The day had been clear and cold, but a blanket of cloud formed across the face of the sky, and the night came on warm and dark, with the hint of snow impending. The thermometer registered fifteen below zero, and in the Klondike winter fifteen below is esteemed very warm.
At a few minutes before midnight, leaving Shorty with the dogs five hundred yards down the creek, Smoke joined the racers on Number Three.
There were forty-five of them waiting the start for the thousand thousand dollars Cyrus Johnson had left lying in the frozen gravel.
Each man carried six stakes and a heavy wooden mallet, and was clad in a smock-like parka of heavy cotton drill.
Lieutenant Pollock, in a big bearskin coat, looked at his watch by the light of a fire.
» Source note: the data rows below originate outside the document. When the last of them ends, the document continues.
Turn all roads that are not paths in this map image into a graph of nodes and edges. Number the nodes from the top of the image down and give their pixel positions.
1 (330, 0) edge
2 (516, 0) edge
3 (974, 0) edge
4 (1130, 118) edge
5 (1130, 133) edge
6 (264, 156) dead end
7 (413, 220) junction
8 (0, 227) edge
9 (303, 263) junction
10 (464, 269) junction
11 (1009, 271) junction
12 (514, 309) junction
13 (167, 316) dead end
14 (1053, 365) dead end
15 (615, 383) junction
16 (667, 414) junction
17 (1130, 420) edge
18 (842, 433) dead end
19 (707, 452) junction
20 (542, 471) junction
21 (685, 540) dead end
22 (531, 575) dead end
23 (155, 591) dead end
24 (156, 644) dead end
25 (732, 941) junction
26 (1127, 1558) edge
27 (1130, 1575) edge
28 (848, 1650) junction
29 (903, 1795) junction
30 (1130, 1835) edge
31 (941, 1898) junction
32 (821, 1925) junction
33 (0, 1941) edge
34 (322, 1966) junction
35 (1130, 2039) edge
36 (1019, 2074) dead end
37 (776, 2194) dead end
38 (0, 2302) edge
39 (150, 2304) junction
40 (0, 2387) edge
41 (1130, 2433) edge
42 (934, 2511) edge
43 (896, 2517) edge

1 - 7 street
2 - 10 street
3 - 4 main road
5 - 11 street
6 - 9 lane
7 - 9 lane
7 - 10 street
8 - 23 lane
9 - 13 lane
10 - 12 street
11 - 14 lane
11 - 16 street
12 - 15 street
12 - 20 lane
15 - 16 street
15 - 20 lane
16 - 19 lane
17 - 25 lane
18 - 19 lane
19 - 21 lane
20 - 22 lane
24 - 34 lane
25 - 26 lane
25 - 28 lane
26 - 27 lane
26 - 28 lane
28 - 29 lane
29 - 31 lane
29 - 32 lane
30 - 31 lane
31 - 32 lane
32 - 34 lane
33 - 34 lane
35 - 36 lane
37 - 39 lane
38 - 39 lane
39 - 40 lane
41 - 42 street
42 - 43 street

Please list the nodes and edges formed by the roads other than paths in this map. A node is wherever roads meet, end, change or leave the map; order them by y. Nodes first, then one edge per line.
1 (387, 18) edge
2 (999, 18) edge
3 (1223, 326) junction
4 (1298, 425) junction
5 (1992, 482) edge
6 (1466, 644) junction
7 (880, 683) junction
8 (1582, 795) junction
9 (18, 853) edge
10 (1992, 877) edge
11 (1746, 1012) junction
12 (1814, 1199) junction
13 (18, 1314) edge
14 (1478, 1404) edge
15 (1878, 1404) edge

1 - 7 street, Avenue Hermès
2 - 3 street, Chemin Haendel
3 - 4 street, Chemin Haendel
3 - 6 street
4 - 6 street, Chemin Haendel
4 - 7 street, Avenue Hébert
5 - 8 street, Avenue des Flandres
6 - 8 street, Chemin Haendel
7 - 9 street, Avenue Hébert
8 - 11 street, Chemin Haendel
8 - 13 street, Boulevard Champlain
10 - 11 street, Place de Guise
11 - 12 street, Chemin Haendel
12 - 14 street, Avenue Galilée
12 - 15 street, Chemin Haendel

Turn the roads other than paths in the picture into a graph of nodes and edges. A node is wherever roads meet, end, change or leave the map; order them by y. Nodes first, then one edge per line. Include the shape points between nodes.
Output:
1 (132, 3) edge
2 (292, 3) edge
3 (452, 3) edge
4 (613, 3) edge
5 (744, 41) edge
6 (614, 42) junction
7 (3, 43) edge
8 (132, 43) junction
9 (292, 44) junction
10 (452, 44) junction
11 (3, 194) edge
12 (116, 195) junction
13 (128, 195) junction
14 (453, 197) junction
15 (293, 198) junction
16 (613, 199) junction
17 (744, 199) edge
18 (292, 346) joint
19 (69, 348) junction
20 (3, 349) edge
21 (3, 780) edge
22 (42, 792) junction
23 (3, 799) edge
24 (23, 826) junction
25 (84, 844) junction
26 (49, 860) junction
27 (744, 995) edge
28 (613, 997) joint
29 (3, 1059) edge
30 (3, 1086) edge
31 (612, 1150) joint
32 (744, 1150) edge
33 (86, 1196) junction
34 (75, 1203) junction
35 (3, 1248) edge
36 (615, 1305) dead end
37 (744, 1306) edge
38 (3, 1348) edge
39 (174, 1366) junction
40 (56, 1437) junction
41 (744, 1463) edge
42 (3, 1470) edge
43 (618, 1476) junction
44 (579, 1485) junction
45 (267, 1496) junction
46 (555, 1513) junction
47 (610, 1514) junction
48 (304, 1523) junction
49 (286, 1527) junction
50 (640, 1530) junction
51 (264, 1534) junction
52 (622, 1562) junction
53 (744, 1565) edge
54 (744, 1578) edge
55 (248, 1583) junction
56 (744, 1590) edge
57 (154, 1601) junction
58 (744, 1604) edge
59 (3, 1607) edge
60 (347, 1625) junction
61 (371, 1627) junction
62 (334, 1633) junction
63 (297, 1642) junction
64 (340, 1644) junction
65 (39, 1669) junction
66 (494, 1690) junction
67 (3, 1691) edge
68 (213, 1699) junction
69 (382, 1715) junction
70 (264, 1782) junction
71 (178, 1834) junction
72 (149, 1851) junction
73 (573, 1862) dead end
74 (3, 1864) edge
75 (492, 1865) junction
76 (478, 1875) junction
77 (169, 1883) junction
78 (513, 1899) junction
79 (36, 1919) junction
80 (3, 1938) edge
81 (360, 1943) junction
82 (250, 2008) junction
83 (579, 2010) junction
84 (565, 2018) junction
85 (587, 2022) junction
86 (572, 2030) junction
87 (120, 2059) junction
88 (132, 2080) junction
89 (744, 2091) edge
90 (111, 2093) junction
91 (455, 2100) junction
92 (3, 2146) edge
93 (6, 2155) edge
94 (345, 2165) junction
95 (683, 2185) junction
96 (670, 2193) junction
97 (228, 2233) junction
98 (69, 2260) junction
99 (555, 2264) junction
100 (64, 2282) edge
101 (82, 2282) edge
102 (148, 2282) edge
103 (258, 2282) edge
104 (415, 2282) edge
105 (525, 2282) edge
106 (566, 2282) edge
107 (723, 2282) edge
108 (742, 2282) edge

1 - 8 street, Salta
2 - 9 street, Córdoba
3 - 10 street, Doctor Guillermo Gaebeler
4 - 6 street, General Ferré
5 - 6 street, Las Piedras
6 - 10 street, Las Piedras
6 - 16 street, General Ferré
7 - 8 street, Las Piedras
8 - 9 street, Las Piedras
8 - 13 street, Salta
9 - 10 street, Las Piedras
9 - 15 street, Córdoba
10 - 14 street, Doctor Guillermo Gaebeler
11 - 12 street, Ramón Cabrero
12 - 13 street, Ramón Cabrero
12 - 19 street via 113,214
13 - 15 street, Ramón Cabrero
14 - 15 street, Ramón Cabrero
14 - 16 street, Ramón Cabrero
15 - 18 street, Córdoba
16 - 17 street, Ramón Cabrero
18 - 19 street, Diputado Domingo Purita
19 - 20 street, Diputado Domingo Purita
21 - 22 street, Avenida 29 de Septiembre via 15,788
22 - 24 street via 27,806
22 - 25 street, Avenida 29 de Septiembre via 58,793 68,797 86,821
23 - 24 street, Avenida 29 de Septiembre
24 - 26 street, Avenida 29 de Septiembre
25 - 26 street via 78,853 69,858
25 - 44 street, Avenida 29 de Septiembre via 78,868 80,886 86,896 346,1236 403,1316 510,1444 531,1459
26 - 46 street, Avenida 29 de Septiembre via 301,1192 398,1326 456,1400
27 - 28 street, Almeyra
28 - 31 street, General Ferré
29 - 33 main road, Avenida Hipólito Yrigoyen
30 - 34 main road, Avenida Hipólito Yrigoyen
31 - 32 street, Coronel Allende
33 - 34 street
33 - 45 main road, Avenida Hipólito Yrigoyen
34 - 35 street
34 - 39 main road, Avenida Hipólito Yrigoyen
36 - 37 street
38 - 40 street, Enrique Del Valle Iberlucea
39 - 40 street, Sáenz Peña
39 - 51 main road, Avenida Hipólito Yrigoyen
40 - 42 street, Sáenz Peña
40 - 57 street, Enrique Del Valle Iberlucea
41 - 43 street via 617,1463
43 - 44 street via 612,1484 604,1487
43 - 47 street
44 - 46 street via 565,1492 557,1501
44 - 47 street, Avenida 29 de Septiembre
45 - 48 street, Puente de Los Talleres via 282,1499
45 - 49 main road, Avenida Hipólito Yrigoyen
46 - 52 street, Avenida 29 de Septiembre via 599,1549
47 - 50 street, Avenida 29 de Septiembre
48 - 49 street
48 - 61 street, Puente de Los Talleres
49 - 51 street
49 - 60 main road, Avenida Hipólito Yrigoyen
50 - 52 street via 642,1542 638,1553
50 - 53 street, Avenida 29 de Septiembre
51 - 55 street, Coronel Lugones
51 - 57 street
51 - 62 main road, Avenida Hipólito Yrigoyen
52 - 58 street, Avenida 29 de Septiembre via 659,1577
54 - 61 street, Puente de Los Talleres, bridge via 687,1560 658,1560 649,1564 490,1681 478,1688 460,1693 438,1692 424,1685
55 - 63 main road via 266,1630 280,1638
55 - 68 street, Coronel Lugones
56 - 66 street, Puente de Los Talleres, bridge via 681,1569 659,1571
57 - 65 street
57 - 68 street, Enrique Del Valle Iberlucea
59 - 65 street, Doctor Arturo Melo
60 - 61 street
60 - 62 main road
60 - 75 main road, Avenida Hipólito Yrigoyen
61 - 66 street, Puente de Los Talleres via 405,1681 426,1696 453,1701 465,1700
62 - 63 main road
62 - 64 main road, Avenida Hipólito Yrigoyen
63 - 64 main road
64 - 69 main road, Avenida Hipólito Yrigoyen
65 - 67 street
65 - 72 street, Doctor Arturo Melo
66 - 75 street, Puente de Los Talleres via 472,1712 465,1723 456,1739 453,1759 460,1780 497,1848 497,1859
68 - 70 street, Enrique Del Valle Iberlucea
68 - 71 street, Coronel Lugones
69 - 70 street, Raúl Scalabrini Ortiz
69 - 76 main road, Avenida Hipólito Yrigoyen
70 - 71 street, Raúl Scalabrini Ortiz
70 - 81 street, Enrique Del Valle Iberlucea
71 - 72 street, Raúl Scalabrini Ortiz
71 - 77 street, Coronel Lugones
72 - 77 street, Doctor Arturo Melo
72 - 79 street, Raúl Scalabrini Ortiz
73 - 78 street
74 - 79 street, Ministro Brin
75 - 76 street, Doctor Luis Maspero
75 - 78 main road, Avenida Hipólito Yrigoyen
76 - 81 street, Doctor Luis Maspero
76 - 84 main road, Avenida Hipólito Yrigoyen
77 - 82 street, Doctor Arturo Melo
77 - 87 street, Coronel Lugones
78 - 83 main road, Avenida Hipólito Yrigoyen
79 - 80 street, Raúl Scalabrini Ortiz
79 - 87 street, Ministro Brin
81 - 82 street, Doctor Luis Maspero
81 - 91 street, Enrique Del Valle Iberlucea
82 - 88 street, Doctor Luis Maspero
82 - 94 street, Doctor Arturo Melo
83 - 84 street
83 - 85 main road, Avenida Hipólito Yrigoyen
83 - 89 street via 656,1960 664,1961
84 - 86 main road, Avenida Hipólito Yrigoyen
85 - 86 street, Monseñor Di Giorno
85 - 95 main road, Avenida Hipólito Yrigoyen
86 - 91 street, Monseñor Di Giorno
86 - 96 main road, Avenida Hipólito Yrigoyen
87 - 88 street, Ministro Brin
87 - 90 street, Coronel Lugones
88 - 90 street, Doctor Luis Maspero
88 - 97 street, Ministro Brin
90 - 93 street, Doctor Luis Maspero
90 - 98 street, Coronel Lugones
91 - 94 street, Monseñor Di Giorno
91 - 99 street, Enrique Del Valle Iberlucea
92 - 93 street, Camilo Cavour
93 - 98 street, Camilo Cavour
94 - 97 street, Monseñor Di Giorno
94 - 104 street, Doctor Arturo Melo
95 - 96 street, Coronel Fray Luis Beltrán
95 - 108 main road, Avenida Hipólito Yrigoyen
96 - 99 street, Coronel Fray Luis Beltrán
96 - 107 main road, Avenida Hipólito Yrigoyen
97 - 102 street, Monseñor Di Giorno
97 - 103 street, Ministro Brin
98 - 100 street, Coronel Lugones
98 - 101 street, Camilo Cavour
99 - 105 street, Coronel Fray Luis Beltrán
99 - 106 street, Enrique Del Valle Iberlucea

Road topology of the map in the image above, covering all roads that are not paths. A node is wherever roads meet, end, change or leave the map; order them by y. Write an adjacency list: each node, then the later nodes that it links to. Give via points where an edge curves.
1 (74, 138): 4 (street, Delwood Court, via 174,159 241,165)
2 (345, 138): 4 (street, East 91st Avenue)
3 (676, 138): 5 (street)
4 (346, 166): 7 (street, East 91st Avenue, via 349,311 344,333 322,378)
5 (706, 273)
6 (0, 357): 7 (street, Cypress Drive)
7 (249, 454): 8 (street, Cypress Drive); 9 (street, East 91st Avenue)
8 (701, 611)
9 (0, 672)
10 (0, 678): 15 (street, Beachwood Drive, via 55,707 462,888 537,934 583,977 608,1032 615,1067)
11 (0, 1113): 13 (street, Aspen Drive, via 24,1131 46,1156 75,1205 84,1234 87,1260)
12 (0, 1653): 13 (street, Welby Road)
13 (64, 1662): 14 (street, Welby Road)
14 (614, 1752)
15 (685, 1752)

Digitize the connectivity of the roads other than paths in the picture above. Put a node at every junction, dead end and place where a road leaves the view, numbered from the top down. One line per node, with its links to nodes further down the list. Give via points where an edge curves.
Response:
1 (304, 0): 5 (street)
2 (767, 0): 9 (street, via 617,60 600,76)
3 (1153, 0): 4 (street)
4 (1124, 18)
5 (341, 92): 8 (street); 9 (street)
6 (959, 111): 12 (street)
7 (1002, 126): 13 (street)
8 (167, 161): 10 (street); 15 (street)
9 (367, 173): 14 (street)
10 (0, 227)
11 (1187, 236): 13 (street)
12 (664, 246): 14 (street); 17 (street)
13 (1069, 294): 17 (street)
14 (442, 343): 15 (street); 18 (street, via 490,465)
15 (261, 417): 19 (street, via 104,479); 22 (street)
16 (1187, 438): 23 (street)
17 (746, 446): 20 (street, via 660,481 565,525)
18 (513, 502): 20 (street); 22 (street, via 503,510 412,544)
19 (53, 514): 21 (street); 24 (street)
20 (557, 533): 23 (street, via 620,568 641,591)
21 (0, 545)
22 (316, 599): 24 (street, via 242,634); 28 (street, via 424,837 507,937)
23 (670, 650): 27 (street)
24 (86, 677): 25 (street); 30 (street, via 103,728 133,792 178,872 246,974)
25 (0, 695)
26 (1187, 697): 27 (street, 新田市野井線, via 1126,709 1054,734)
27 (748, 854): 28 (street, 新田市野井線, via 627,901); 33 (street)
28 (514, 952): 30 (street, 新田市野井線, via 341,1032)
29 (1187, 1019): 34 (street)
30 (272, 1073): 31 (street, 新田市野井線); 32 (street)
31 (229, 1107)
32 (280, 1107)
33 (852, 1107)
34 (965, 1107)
It lacked a minute of midnight. "Make ready," he said, as he raised a revolver in his right hand and watched the second hand tick around.
Forty-five hoods were thrown back from the parkas. Forty-five pairs of hands unmittened, and forty-five pairs of moccasins pressed tensely into the packed snow. Also, forty-five stakes were thrust into the snow, and the same number of mallets lifted in the air.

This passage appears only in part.